El miércoles pasado, la justicia belga rechazó la solicitud de extradición de los tres exconsejeros catalanes que envió la justicia española mediante una orden europea de detención en marzo. Por desgracia, los jueces belgas ni siquiera han podido pronunciarse sobre el fondo del debate, sino solo corroborar que sus colegas españoles no habían incorporado a la solicitud todos los elementos que se les habían pedido.
España ha emitido euroórdenes similares contra otros dos exconsejeros refugiados en Reino Unido y Suiza y contra el expresident Carles Puigdemont en Alemania, donde había sido arrestado —y luego puesto en libertad— cuando volvía de Finlandia a Bélgica.
La decisión de los jueces belgas, la primera de varias que se avecinan, ha sido acogida con frialdad por las autoridades españolas y la opinión mayoritaria en España, que ven en Bélgica a un aliado tácito del independentismo catalán desde que su primer ministro criticó la violenta represión de los votantes en el referéndum del 1 de octubre, y aún más desde que el juez español tuvo que retirar apresuradamente una primera orden europea de detención ante la probabilidad de que fuera rechazada.
La decisión de los jueces belgas, aunque haya sido por defectos de forma, constituye el primer revés jurídico y político que sufre el Estado español en Europa, y tiene dos consecuencias.
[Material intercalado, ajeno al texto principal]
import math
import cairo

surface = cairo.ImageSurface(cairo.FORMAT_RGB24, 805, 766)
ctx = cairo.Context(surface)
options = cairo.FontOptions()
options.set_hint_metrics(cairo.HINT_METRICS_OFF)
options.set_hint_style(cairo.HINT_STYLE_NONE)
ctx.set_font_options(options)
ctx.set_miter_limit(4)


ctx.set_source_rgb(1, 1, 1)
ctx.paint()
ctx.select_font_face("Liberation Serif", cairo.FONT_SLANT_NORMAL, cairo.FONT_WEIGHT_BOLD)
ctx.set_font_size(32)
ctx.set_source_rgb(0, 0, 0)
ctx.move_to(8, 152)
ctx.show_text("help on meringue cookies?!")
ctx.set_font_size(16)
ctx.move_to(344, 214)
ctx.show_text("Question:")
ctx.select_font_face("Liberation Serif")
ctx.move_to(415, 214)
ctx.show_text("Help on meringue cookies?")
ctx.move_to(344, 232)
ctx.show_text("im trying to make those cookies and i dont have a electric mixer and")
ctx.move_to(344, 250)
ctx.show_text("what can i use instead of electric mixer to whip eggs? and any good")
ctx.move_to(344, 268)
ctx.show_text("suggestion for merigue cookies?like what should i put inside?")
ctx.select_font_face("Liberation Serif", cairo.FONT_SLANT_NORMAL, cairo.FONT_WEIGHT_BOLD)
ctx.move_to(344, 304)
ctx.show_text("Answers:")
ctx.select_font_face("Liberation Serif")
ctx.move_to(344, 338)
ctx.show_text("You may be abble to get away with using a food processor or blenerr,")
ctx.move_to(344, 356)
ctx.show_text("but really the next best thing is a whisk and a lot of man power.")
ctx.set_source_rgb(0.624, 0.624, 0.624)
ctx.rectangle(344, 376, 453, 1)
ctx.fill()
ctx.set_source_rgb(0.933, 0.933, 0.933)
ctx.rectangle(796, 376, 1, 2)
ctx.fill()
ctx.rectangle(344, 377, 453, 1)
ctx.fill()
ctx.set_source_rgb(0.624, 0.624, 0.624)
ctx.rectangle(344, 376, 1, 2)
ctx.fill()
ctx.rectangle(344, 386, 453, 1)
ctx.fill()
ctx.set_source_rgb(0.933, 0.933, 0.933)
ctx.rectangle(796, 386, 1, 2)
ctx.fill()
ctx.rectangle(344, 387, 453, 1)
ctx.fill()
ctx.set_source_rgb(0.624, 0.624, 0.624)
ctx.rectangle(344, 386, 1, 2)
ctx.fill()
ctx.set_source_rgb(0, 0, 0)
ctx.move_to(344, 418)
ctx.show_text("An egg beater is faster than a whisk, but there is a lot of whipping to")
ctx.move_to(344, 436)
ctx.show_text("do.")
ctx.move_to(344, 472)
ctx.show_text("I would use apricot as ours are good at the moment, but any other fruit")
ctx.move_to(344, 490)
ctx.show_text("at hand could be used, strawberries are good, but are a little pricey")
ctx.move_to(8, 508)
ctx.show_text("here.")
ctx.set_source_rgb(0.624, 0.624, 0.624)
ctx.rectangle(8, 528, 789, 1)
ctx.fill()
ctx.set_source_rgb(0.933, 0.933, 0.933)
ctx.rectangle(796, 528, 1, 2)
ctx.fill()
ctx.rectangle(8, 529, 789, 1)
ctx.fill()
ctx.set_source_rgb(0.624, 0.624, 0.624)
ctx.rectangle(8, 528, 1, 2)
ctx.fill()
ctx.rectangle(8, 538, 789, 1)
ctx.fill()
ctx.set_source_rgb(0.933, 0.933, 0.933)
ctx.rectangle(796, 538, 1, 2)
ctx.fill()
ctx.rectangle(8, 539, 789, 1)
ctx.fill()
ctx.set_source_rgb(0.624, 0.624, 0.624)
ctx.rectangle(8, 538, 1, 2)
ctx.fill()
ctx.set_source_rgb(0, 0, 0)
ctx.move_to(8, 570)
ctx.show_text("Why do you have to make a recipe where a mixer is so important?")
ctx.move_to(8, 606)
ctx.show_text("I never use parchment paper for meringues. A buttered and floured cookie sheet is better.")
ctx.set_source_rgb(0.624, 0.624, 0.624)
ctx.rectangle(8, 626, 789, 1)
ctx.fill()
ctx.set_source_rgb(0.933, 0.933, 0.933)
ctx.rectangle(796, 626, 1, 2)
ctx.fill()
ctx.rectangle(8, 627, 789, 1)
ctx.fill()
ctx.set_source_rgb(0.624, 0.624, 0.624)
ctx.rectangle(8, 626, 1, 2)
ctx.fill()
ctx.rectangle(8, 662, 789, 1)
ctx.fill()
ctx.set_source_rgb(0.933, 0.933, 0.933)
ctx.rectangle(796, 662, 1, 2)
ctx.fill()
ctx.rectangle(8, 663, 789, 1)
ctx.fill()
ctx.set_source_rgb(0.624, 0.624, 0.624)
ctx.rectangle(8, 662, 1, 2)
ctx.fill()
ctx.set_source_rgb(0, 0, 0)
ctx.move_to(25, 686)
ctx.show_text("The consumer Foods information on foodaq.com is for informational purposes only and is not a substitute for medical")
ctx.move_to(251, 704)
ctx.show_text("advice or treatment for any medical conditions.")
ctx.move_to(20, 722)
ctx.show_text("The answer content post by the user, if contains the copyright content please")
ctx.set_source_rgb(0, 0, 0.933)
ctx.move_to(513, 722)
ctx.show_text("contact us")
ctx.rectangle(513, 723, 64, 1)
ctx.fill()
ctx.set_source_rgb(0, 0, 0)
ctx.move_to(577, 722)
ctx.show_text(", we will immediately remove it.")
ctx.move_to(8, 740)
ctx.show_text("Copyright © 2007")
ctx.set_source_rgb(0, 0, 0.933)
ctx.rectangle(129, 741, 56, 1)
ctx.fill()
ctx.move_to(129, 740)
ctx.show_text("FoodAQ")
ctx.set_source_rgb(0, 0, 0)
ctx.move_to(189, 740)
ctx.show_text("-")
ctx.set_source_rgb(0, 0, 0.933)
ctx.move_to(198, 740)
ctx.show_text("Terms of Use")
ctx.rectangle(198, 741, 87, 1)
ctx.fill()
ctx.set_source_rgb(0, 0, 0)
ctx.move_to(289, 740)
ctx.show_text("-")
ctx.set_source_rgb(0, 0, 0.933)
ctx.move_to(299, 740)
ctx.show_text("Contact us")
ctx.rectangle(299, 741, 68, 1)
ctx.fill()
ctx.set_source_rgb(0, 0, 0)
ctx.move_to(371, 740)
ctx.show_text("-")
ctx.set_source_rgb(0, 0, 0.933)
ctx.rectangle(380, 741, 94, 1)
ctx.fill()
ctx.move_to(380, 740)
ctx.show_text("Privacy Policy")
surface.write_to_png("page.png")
La primera, material: a partir de ahora ya no será posible importunar a los exconsejeros catalanes en territorio belga. En teoría, sí sería posible si se desplazan a otro país de la Unión, donde se repetiría el mismo procedimiento de la euroorden. Pero hay otros tres Estados europeos que deben pronunciarse próximamente y todo parece indicar que van a seguir los pasos de los magistrados belgas.
La crispación judicial del Estado es una amenaza contra su propia capacidad y la de su sociedad para administrar y resolver las tensiones internas
Pero la consecuencia más importante es política y simbólica: Madrid ha perdido una primera batalla que, en realidad, quería evitar a toda costa: que la cuestión catalana se convierta en una cuestión europea. Hasta ahora, las autoridades españolas habían conseguido, con unos esfuerzos políticos y diplomáticos tan obstinados como eficaces, que todos sus socios europeos dijeran que Cataluña era un problema interno y que, por tanto, debía resolverse con arreglo a las normas y los principios del Estado español (la más elocuente fue la Comisión Europea, que, como le corresponde, llamó al orden a los Estados que se apartan del derecho y los valores europeos).
Es decir, hasta ahora, la autoridad del Estado de derecho y la legitimidad de las reivindicaciones independentistas o de su represión por parte del Estado eran incumbencia exclusiva de España y la opinión pública mayoritaria española. Pero con su decisión de perseguir a los “sediciosos” en los países a los que habían huido para no entrar en prisión, España ha trasladado las competencias del Estado de derecho español al ámbito europeo. Como consecuencia, mientras que se ha encarcelado por sus convicciones independentistas a unos exdirigentes catalanes democráticamente elegidos, en medio de una unanimidad nacional que no deja lugar a dudas, la decisión judicial belga demuestra que, en el fondo, España no ha respetado el derecho europeo. El fallo de los jueces belgas, pese a fijarse solo en aspectos formales, da un golpe a la tesis nacional española según la cual el Estado se limita a perseguir, con total independencia de la justicia y dentro del respeto a las leyes, a unos simples criminales que han organizado la revuelta de la población contra el orden institucional.
Y, más en general, el fallo demuestra implícitamente lo que salta a la vista desde el principio de la represión del independentismo catalán: que no se trata de un problema judicial, que vaya a resolverse en los tribunales, sino de un problema político, que solo se resolverá por la vía política.
El único efecto palpable de la criminalización del problema catalán por parte del Estado español es el refuerzo del independentismo en la sociedad catalana e incluso su radicalización, como deja claro la elección del nuevo presidente, cuyas declaraciones previas, teñidas de racismo, son indignas de un dirigente político. Estamos, pues, ante dos radicalizaciones simétricas. ¿Cuál es la más peligrosa? La radicalización independentista pone en peligro la cohesión de Cataluña y de España entera, algo que no desea ningún defensor de los valores fundamentales europeos, empezando por la solidaridad. Pero la crispación judicial del Estado es una amenaza contra su propia capacidad y la de su sociedad para administrar y resolver las tensiones internas. España no es, en absoluto, el único país de la UE que vive este tipo de problemas. Por eso el problema catalán es un problema europeo. Y, como los líderes políticos de la Unión no lo han abordado en serio, la responsabilidad ha recaído sobre los jueces, especialmente los belgas. Pero los jueces solo pueden señalar los problemas. No les corresponde dar la solución.